In memoriam: Vor sechs Jahren von Wilderer erschossen worden

18. September 2019 um 20:55 Uhr

In memoriam: Vor sechs Jahren von Wilderer erschossen wordenGestern vor sechs Jahren ist es in Niederösterreich zu einem Großeinsatz von Polizei und Rettungskräften gekommen, sogar das Bundesheer sollte mit ihren Schützenpanzern eingesetzt werden. Die Bilanz des Einsatzes: drei erschossene Polizisten, ein erschossener Rettungssanitäter. Der Täter war am Ende ohne Zutun der Polizeikräfte ebenfalls tot.

Es war die Nacht vom 16. auf den 17. September 2013, als die Polizei bei Annaberg einen Fahndungseinsatz nach einem Wilderer hatte. Der Wilderer, Alois H., trieb bereits seit geraumer Zeit sein Unwesen und man wollte seiner Habhaft werden.

Bei Annaberg hatten drei Polizisten der Spezialeinheit Cobra eine Straßensperre errichtet. Diese durchbrach der Täter mit seinem Fahrzeug und flüchtete, blieb aber später nach einem Verkehrsunfall in einem Zaun liegen. Er eröffnete auf die nacheilenden Cobra-Beamten sofort das Feuer und traf Revierinspektor Roman Baumgartner durch die Schutzweste hindurch in die Brust. Der Polizist verstarb zwei Stunden später mit 38 Jahren im Krankenhaus.

Der Täter verschanzte sich am Tatort und eröffnete beim Eintreffen des Rettungswagens durch einen gezielten Schuss auf die Fahrerkabine das Feuer und erschoss den 70-jährigen Rettungssanitäter Johann Dorfwirth, ein Polizist wurde verletzt.

Alois H. setzte seine Flucht zu Fuß fort und traf später auf eine weitere Polizeistreife. Auch hier eröffnete er mit seinem Jagdgewehr sofort das Feuer und streckte Gruppeninspektor Johann Ecker mit einem gezielten Kopfschuss aus dem Hinterhalt nieder. Ecker war sofort tot und starb mit 51 Jahren.

Der Täter warf den toten Johann Ecker aus dem Streifenwagen, nahm seinen Kollegen Gruppeninspektor Manfred Daurer als Geisel und setzte seine Flucht mit dem Polizeifahrzeug fort und fuhr nach Hause. Später konnten Einsatzkräfte der Polizei die Leiche von Manfred Daurer auf dem Beifahrersitz des Streifenwagens auffinden. Daurer wurde 44 Jahre alt.
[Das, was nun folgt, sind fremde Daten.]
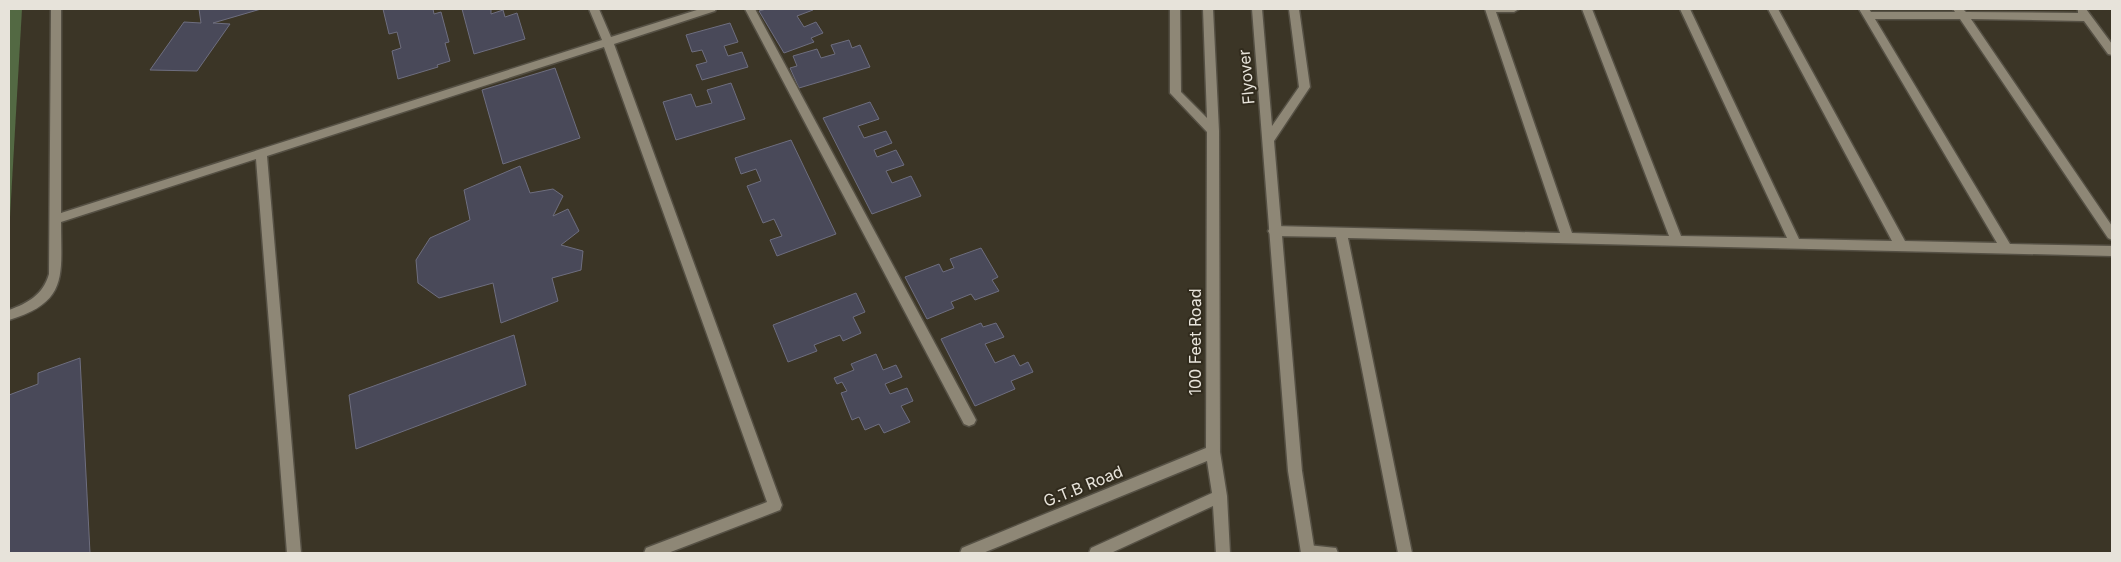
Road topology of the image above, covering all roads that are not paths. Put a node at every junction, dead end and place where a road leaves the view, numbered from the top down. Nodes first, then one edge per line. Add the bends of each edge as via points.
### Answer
1 (56, 9) edge
2 (594, 9) edge
3 (711, 9) edge
4 (750, 9) edge
5 (1175, 9) edge
6 (1208, 9) edge
7 (1257, 9) edge
8 (1294, 9) edge
9 (1490, 9) edge
10 (1514, 9) edge
11 (1587, 9) edge
12 (1684, 9) edge
13 (1773, 9) edge
14 (1866, 12) edge
15 (1960, 12) edge
16 (2084, 13) edge
17 (608, 42) junction
18 (2112, 50) edge
19 (1213, 131) junction
20 (1267, 142) junction
21 (261, 154) junction
22 (56, 219) junction
23 (1274, 231) junction
24 (1342, 233) junction
25 (2112, 235) edge
26 (1568, 238) junction
27 (1677, 241) junction
28 (1795, 244) junction
29 (1901, 246) junction
30 (2008, 249) junction
31 (2112, 251) edge
32 (9, 316) edge
33 (969, 420) dead end
34 (1213, 452) junction
35 (1220, 496) junction
36 (294, 553) edge
37 (651, 553) edge
38 (967, 553) edge
39 (1096, 553) edge
40 (1223, 553) edge
41 (1308, 553) edge
42 (1331, 553) edge
43 (1405, 553) edge

1 - 22 street
2 - 17 street
3 - 17 street
4 - 33 street
5 - 19 street via 1176,93
6 - 19 street, Flyover
7 - 20 street, Flyover
8 - 20 street via 1305,87
9 - 10 street
9 - 26 street
11 - 27 street
12 - 28 street
13 - 29 street
14 - 15 street
14 - 30 street
15 - 16 street
15 - 25 street
16 - 18 street
17 - 21 street
17 - 37 street via 775,505
19 - 34 street, 100 Feet Road
20 - 23 street
21 - 22 street
21 - 36 street
22 - 32 street via 52,289 42,300
23 - 24 street
23 - 41 street via 1295,471
24 - 26 street
24 - 43 street
26 - 27 street
27 - 28 street
28 - 29 street
29 - 30 street
30 - 31 street
34 - 35 street, 100 Feet Road
34 - 38 street, G.T.B Road
35 - 39 street
35 - 40 street, 100 Feet Road
41 - 42 street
Der gesamte Einsatz dauert nun noch mehrere Stunde. Mit Alois H. war es nicht möglich Kontakt aufzubauen. Wegen der Gefährlichkeit des Täters wurde das Bundesheer mit Schützenpanzern angefordert, kamen jedoch nicht mehr zum Einsatz. Am Ende wurde die Leiche von Alois H. im Haus aufgefunden, es wird von Suizid ausgegangen.
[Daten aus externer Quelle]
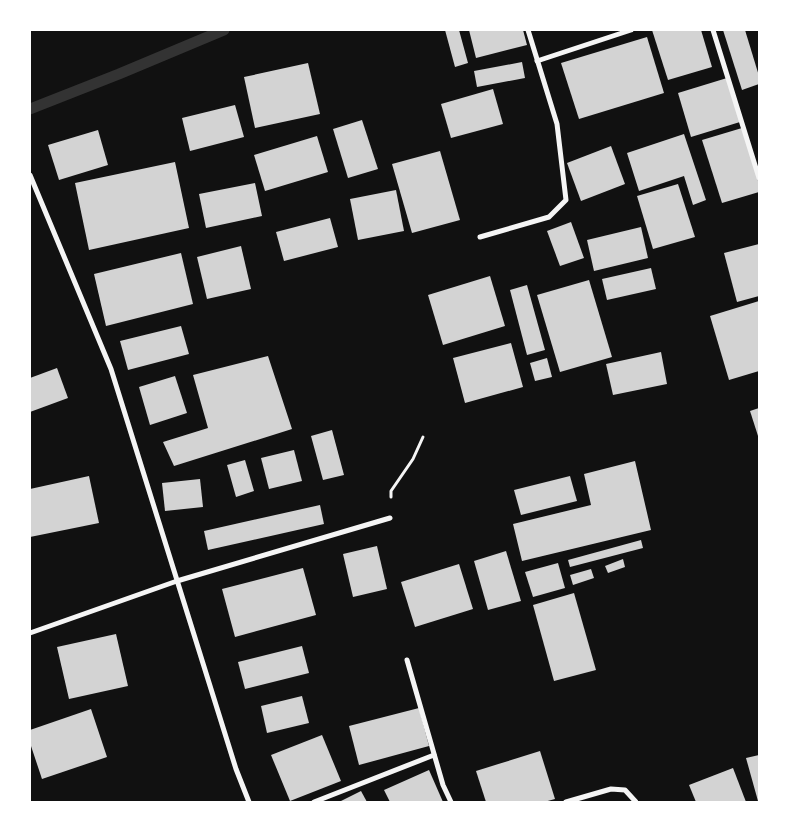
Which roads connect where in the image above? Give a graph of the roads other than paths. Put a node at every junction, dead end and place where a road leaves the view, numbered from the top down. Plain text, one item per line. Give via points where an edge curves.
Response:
1 (528, 30) edge
2 (632, 30) edge
3 (713, 30) edge
4 (537, 61) junction
5 (30, 175) edge
6 (759, 178) edge
7 (480, 237) dead end
8 (390, 518) road end
9 (177, 581) junction
10 (30, 633) edge
11 (407, 660) dead end
12 (434, 755) junction
13 (249, 802) edge
14 (314, 802) edge
15 (451, 802) edge
16 (566, 802) edge
17 (636, 802) edge

1 - 4 street
2 - 4 street
3 - 6 street
4 - 7 street via 557,124 566,200 549,217
5 - 9 street via 111,369
8 - 9 street
9 - 10 street
9 - 13 street
11 - 12 street
12 - 14 street
12 - 15 street
16 - 17 street via 611,789 625,790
Es war einer der aufwändigsten und tragischsten Einsätze in Niederösterreich in den vergangenen Jahrzehnten. 135 Polizisten der Spezialeinheit Cobra, weitere 200 Exekutivbeamte, unzählige Rettungskräfte und Kriseninterventionsteams waren im Einsatz. Dennoch endete der Einsatz mit der traurigen Feststellung, dass fünf Menschen zu Tode kamen, davon vier Einsatzkräfte von Polizei und Rettung, die im Einsatz für die Allgemeinheit nicht einmal den Hauch einer Chance hatten, ihrem Schicksal zu entgehen.

Im Gedenken an die Polizisten Roman Baumgartner, Johann Ecker, Manfred Daurer und den Rettungssanitäter Johann Dorfwirth wurde bei Lassingrotte das auf dem Bild zu sehende Denkmal errichtet.

Wir gedenken der Kollegen und des Rettungssanitäters und erheben die Hand zum Ehrensalut. Ihr bleibt unvergessen!